An Australian data analyst with no biology background developed a cancer vaccine for his dog in two months using AI tools.

Deep Dive

Paul Conyngham, an Australian data analyst with machine learning experience but no formal biology background, successfully developed a personalized mRNA vaccine for his dog Rosie's aggressive mast cell tumor using publicly available AI tools. The process began with Conyngham paying approximately $2,000 to sequence the tumor's DNA through the University of New South Wales' Ramaciotti Centre for Genomics, where computational biologist Martin Smith initially expressed skepticism about the computational burden. Conyngham assured Smith he could handle the analysis, then used ChatGPT to identify tumor-specific neoantigens—mutated proteins that could trigger an immune response—and employed Google DeepMind's AlphaFold to predict the three-dimensional structures of these proteins.

After identifying promising vaccine targets through this AI-driven analysis, Conyngham collaborated with UNSW RNA Institute expert Pall Thordarson to synthesize the mRNA vaccine from a DNA template. The resulting personalized treatment, developed in just two months, achieved remarkable results: Rosie's tumor shrank by approximately 75%, transforming a life-threatening cancer into a manageable condition. Thordarson emphasized the breakthrough nature of this achievement, noting that Conyngham accomplished what traditionally requires years of specialized training by leveraging AI tools to bridge knowledge gaps in genomics, immunology, and structural biology.

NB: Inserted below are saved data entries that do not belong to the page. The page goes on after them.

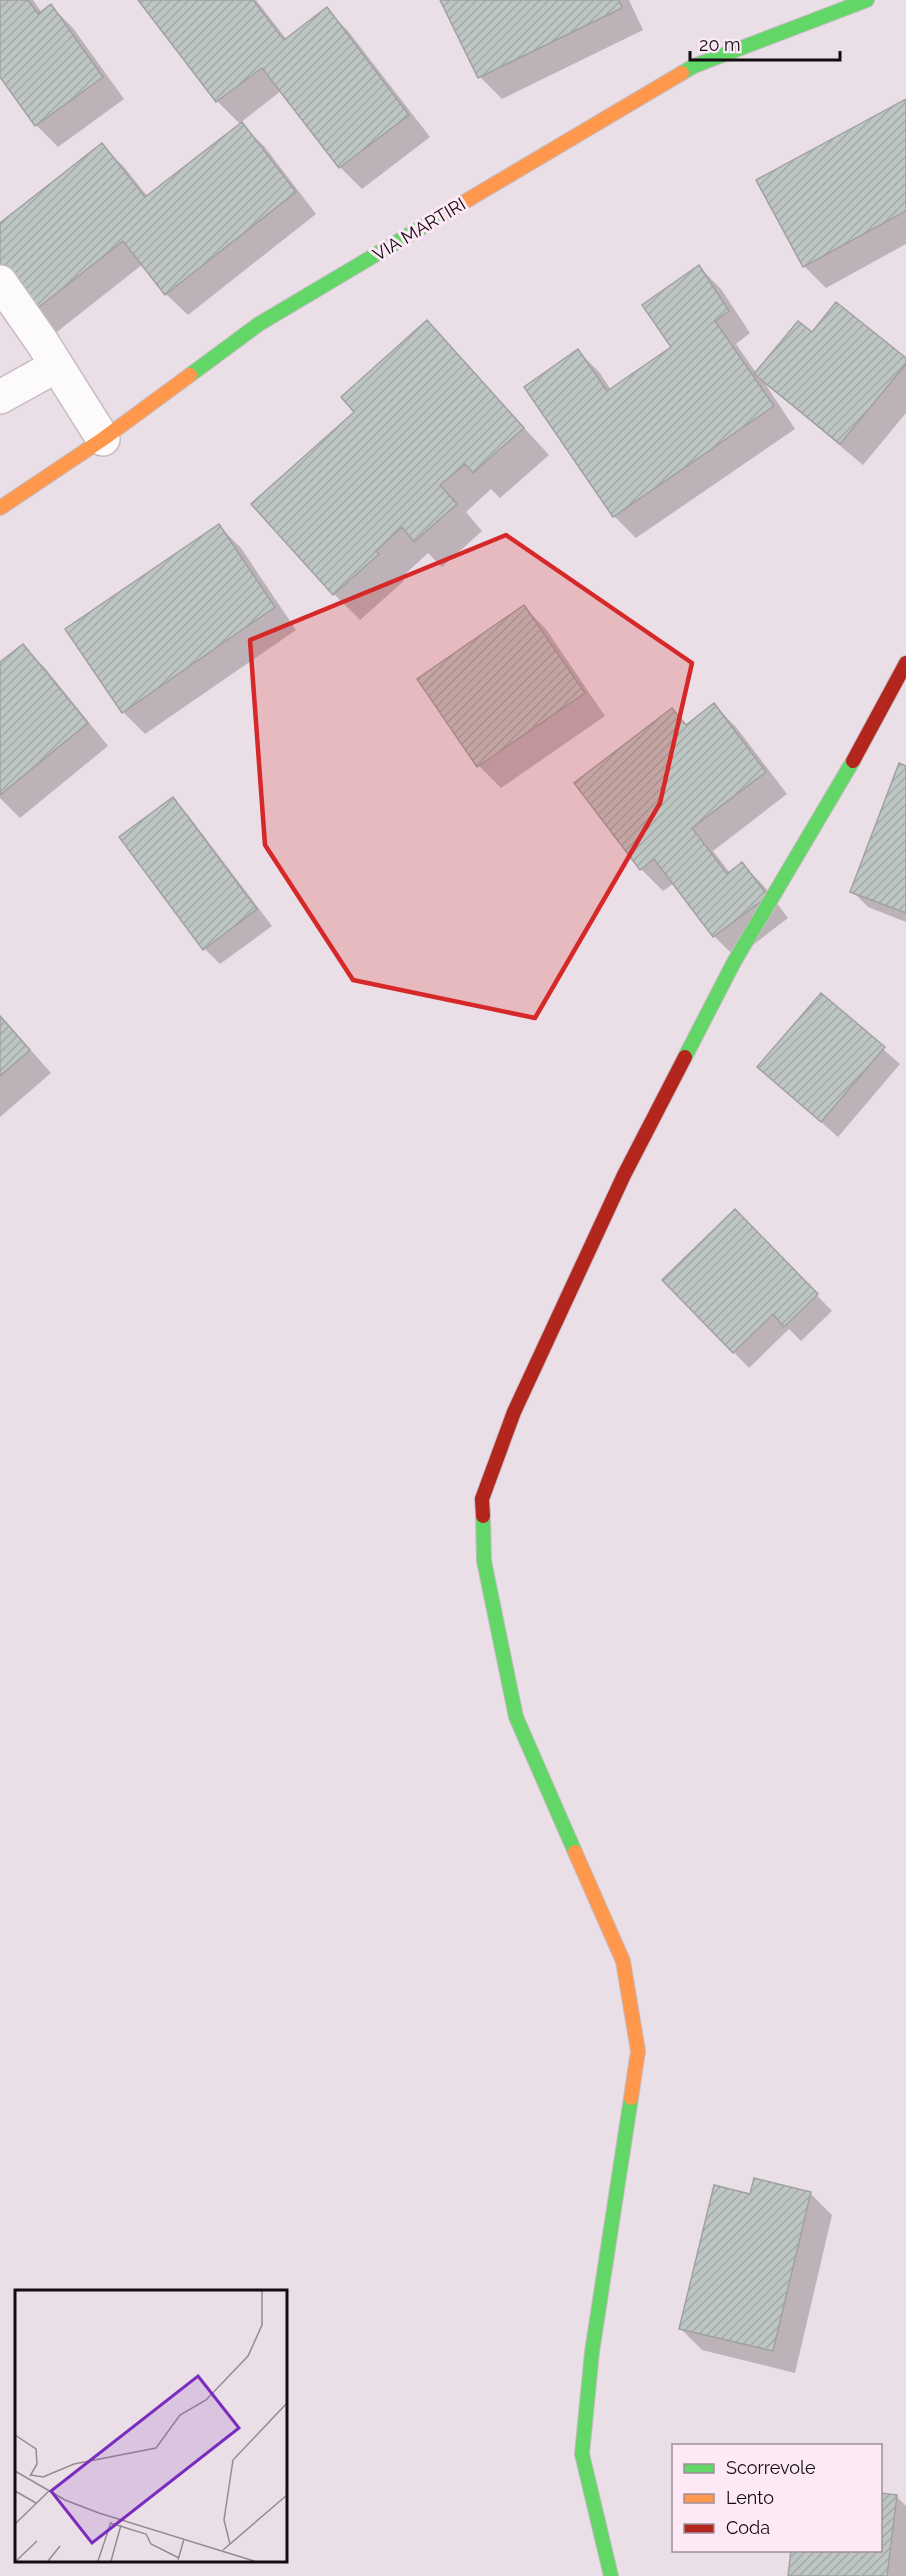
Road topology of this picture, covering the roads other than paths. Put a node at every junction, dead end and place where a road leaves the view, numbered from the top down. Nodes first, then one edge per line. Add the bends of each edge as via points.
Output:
1 (867, 0) edge
2 (0, 282) edge
3 (56, 366) junction
4 (0, 397) edge
5 (103, 439) junction
6 (0, 508) edge
7 (906, 663) edge
8 (611, 2576) edge

1 - 5 street, VIA MARTIRI via 694,66 259,324
2 - 3 street
3 - 4 street
3 - 5 street
5 - 6 street, VIA MARTIRI
7 - 8 street via 734,962 624,1175 514,1412 482,1499 484,1561 516,1717 623,1961 638,2051 592,2352 582,2454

This case demonstrates how accessible AI technologies are lowering barriers to complex biomedical research, enabling non-specialists to contribute to therapeutic development. While still requiring expert collaboration for synthesis and validation, the combination of large language models like ChatGPT and protein prediction tools like AlphaFold created a workflow that dramatically compressed the vaccine design timeline. The success suggests similar approaches could accelerate development of personalized treatments for human cancers, potentially reducing costs and development cycles for targeted therapies that address individual genetic profiles.

Key Points
  • Used ChatGPT to identify tumor neoantigens and AlphaFold to predict protein structures without formal biology training
  • Sequenced dog's tumor DNA for $2,000 and developed vaccine in 2 months versus traditional multi-year timelines
  • Personalized mRNA vaccine achieved 75% tumor reduction in life-threatening mast cell cancer

Why It Matters

Demonstrates how AI tools can democratize complex biomedical research and accelerate personalized cancer treatment development.